Top of DATA SHOWN
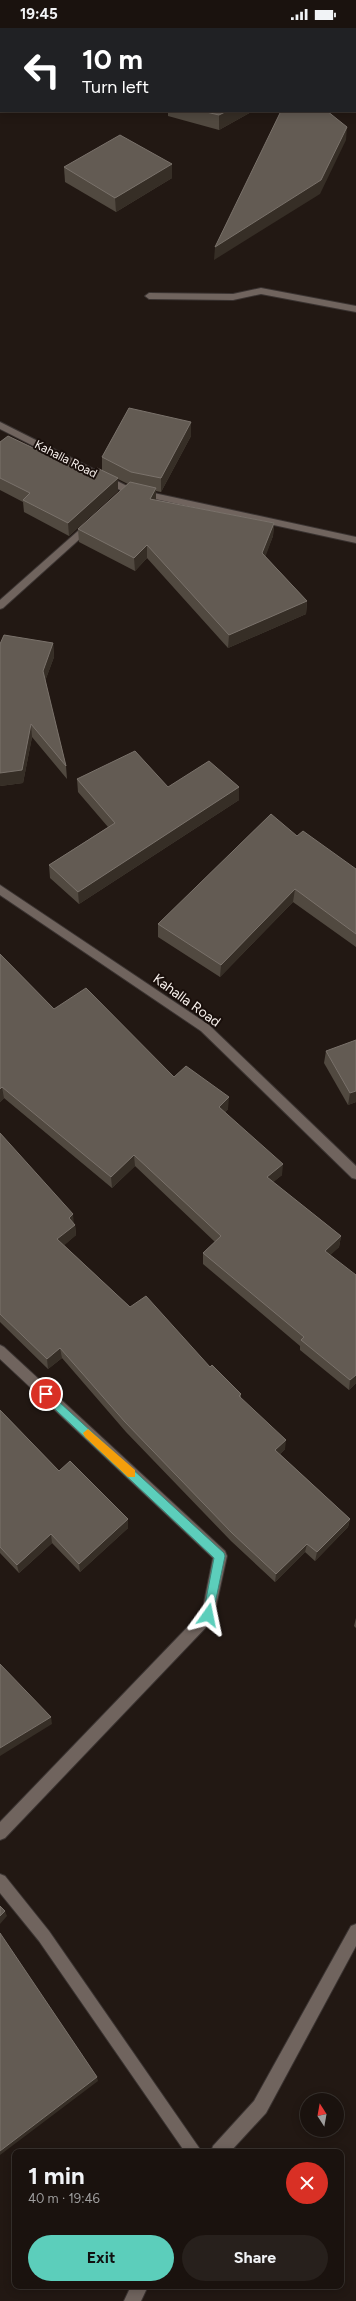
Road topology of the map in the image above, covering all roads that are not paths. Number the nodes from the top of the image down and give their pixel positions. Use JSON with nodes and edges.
{"nodes":[{"id":1,"x":149,"y":296,"type":"dead end"},
{"id":2,"x":356,"y":309,"type":"edge"},
{"id":3,"x":0,"y":425,"type":"edge"},
{"id":4,"x":128,"y":490,"type":"junction"},
{"id":5,"x":111,"y":506,"type":"edge"},
{"id":6,"x":99,"y":516,"type":"edge"},
{"id":7,"x":356,"y":540,"type":"edge"},
{"id":8,"x":0,"y":606,"type":"edge"},
{"id":9,"x":0,"y":889,"type":"edge"},
{"id":10,"x":356,"y":1174,"type":"edge"},
{"id":11,"x":0,"y":1352,"type":"edge"},
{"id":12,"x":0,"y":1833,"type":"edge"},
{"id":13,"x":0,"y":1881,"type":"edge"},
{"id":14,"x":356,"y":1932,"type":"edge"},
{"id":15,"x":192,"y":2149,"type":"edge"},
{"id":16,"x":222,"y":2149,"type":"edge"},
{"id":17,"x":138,"y":2289,"type":"edge"},
{"id":18,"x":132,"y":2301,"type":"edge"}],
"edges":[{"from":1,"to":2,"type":"street"},
{"from":3,"to":4,"type":"street","name":"Kahalla Road"},
{"from":4,"to":5,"type":"street"},
{"from":4,"to":7,"type":"street","name":"Kahalla Road"},
{"from":6,"to":8,"type":"street"},
{"from":9,"to":10,"type":"street","name":"Kahalla Road"},
{"from":11,"to":12,"type":"street"},
{"from":13,"to":15,"type":"street"},
{"from":14,"to":16,"type":"street"},
{"from":17,"to":18,"type":"street"}]}
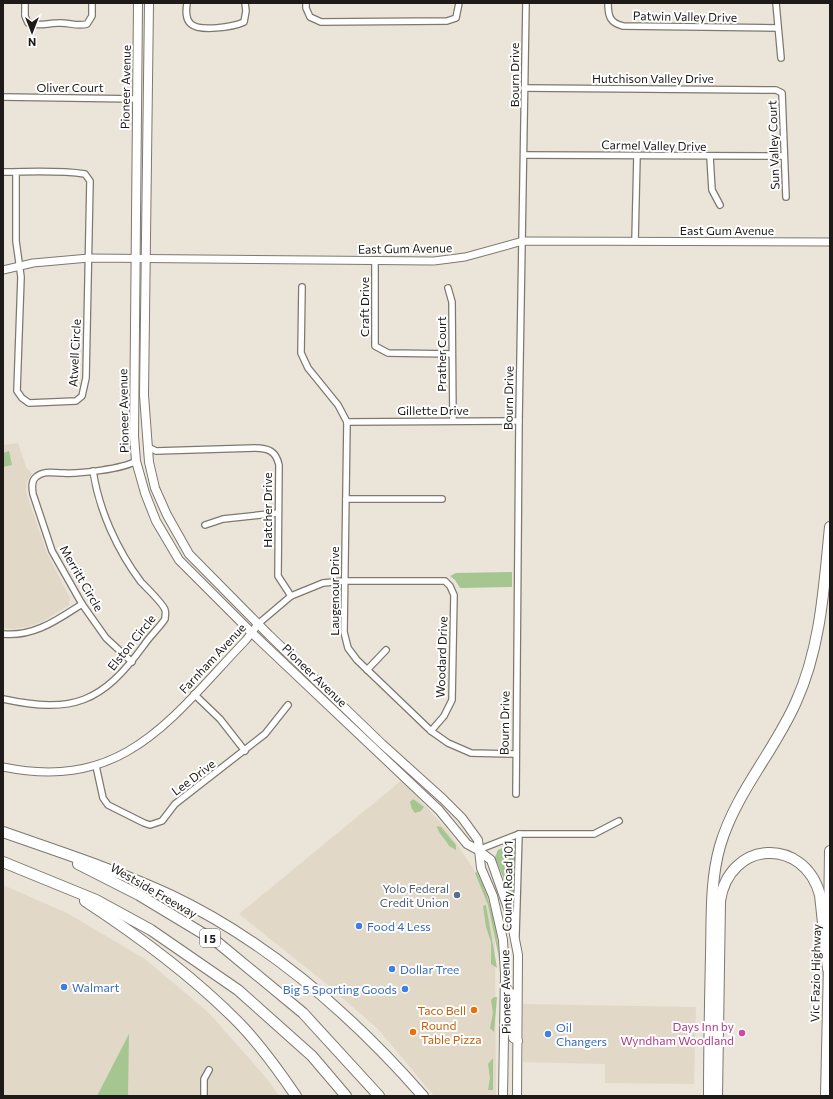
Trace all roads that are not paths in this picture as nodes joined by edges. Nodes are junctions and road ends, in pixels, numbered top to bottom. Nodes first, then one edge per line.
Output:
1 (25, 3) edge
2 (92, 3) edge
3 (138, 3) edge
4 (149, 3) edge
5 (187, 3) edge
6 (244, 3) edge
7 (306, 3) edge
8 (459, 3) edge
9 (526, 3) edge
10 (608, 3) edge
11 (776, 3) edge
12 (778, 28) junction
13 (781, 58) dead end
14 (524, 88) junction
15 (782, 93) joint
16 (3, 98) edge
17 (137, 99) junction
18 (524, 155) junction
19 (637, 156) junction
20 (784, 156) junction
21 (710, 157) junction
22 (3, 172) edge
23 (16, 172) junction
24 (786, 197) dead end
25 (720, 205) dead end
26 (523, 240) junction
27 (635, 241) junction
28 (830, 242) edge
29 (89, 258) junction
30 (135, 259) junction
31 (146, 259) junction
32 (376, 261) junction
33 (19, 266) junction
34 (3, 270) edge
35 (302, 287) dead end
36 (448, 288) dead end
37 (452, 354) junction
38 (453, 421) junction
39 (519, 421) junction
40 (347, 422) junction
41 (148, 447) junction
42 (136, 461) junction
43 (93, 470) junction
44 (346, 499) junction
45 (442, 499) dead end
46 (278, 513) junction
47 (205, 525) dead end
48 (830, 527) edge
49 (344, 581) junction
50 (445, 581) joint
51 (291, 596) junction
52 (82, 604) junction
53 (258, 624) junction
54 (252, 633) junction
55 (3, 634) edge
56 (386, 650) dead end
57 (132, 662) junction
58 (367, 670) junction
59 (194, 694) junction
60 (3, 699) edge
61 (288, 705) dead end
62 (431, 731) junction
63 (245, 751) junction
64 (379, 754) junction
65 (515, 754) junction
66 (96, 766) junction
67 (3, 767) edge
68 (430, 787) junction
69 (516, 794) dead end
70 (619, 821) dead end
71 (3, 832) edge
72 (519, 834) junction
73 (478, 850) junction
74 (830, 851) edge
75 (3, 862) edge
76 (60, 884) junction
77 (516, 939) junction
78 (828, 969) junction
79 (505, 987) junction
80 (504, 1007) junction
81 (518, 1018) junction
82 (518, 1041) junction
83 (210, 1070) dead end
84 (204, 1096) edge
85 (296, 1096) edge
86 (346, 1096) edge
87 (379, 1096) edge
88 (423, 1096) edge
89 (503, 1096) edge
90 (517, 1096) edge
91 (709, 1096) edge
92 (717, 1096) edge
93 (826, 1096) edge

1 - 2 street
3 - 17 main road, Pioneer Avenue
4 - 31 main road, Pioneer Avenue
5 - 6 street
7 - 8 street
9 - 14 street, Bourn Drive
10 - 12 street, Patwin Valley Drive
11 - 12 street
12 - 13 street
14 - 15 street, Hutchison Valley Drive
14 - 18 street, Bourn Drive
15 - 20 street, Sun Valley Court
16 - 17 street, Oliver Court
17 - 30 main road, Pioneer Avenue
18 - 19 street, Carmel Valley Drive
18 - 26 street, Bourn Drive
19 - 21 street, Carmel Valley Drive
19 - 27 street
20 - 21 street, Carmel Valley Drive
20 - 24 street, Sun Valley Court
21 - 25 street
22 - 23 street
23 - 29 street
23 - 33 street
26 - 27 street, East Gum Avenue
26 - 32 street, East Gum Avenue
26 - 39 street, Bourn Drive
27 - 28 street, East Gum Avenue
29 - 30 street, East Gum Avenue
29 - 33 street, East Gum Avenue
29 - 33 street, Atwell Circle
30 - 31 street, East Gum Avenue
30 - 42 main road, Pioneer Avenue
31 - 32 street, East Gum Avenue
31 - 41 main road, Pioneer Avenue
32 - 37 street, Craft Drive
33 - 34 street, East Gum Avenue
35 - 40 street
36 - 37 street, Prather Court
37 - 38 street, Prather Court
38 - 39 street, Gillette Drive
38 - 40 street, Gillette Drive
39 - 65 street, Bourn Drive
40 - 44 street, Laugenour Drive
41 - 46 street, Hatcher Drive
41 - 53 main road, Pioneer Avenue
42 - 43 street, Merritt Circle
42 - 54 main road, Pioneer Avenue
43 - 52 street, Merritt Circle
43 - 57 street, Elston Circle
44 - 45 street
44 - 49 street, Laugenour Drive
46 - 47 street
46 - 51 street, Hatcher Drive
48 - 91 highway
49 - 50 street, Farnham Avenue
49 - 51 street, Farnham Avenue
49 - 58 street, Laugenour Drive
50 - 62 street, Woodard Drive
51 - 53 street, Farnham Avenue
52 - 55 street
52 - 57 street, Merritt Circle
53 - 54 street, Farnham Avenue
53 - 68 main road, Pioneer Avenue
54 - 59 street, Farnham Avenue
54 - 64 main road, Pioneer Avenue
56 - 58 street
57 - 60 street, Elston Circle
58 - 62 street, Laugenour Drive
59 - 63 street
59 - 66 street, Farnham Avenue
61 - 63 street, Lee Drive
62 - 65 street, Laugenour Drive
63 - 66 street, Lee Drive
64 - 68 main road
64 - 73 main road, Pioneer Avenue
65 - 69 street, Bourn Drive
66 - 67 street, Farnham Avenue
68 - 73 main road, Pioneer Avenue
70 - 72 street
71 - 87 highway, Westside Freeway / I 5
71 - 88 highway
72 - 73 street
72 - 77 street, County Road 101
73 - 77 main road, Pioneer Avenue
73 - 79 main road, Pioneer Avenue
74 - 78 highway, Vic Fazio Highway
75 - 76 highway, I 5
76 - 85 highway
76 - 86 highway, I 5
77 - 81 main road, Pioneer Avenue
78 - 92 highway
78 - 93 highway, Vic Fazio Highway
79 - 80 main road, Pioneer Avenue
79 - 81 main road
80 - 82 main road
80 - 89 main road, Pioneer Avenue
81 - 82 main road, Pioneer Avenue
82 - 90 main road, Pioneer Avenue
83 - 84 street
Bottom of DATA SHOWN
Gather all lines of the records that include the word "from".

Road topology of the map in the image above, covering all roads that are not paths. Number the nodes from the top of the image down and give their pixel positions. Use JSON with nodes and edges.
"edges":[{"from":1,"to":2,"type":"street"},
{"from":3,"to":4,"type":"street","name":"Kahalla Road"},
{"from":4,"to":5,"type":"street"},
{"from":4,"to":7,"type":"street","name":"Kahalla Road"},
{"from":6,"to":8,"type":"street"},
{"from":9,"to":10,"type":"street","name":"Kahalla Road"},
{"from":11,"to":12,"type":"street"},
{"from":13,"to":15,"type":"street"},
{"from":14,"to":16,"type":"street"},
{"from":17,"to":18,"type":"street"}]}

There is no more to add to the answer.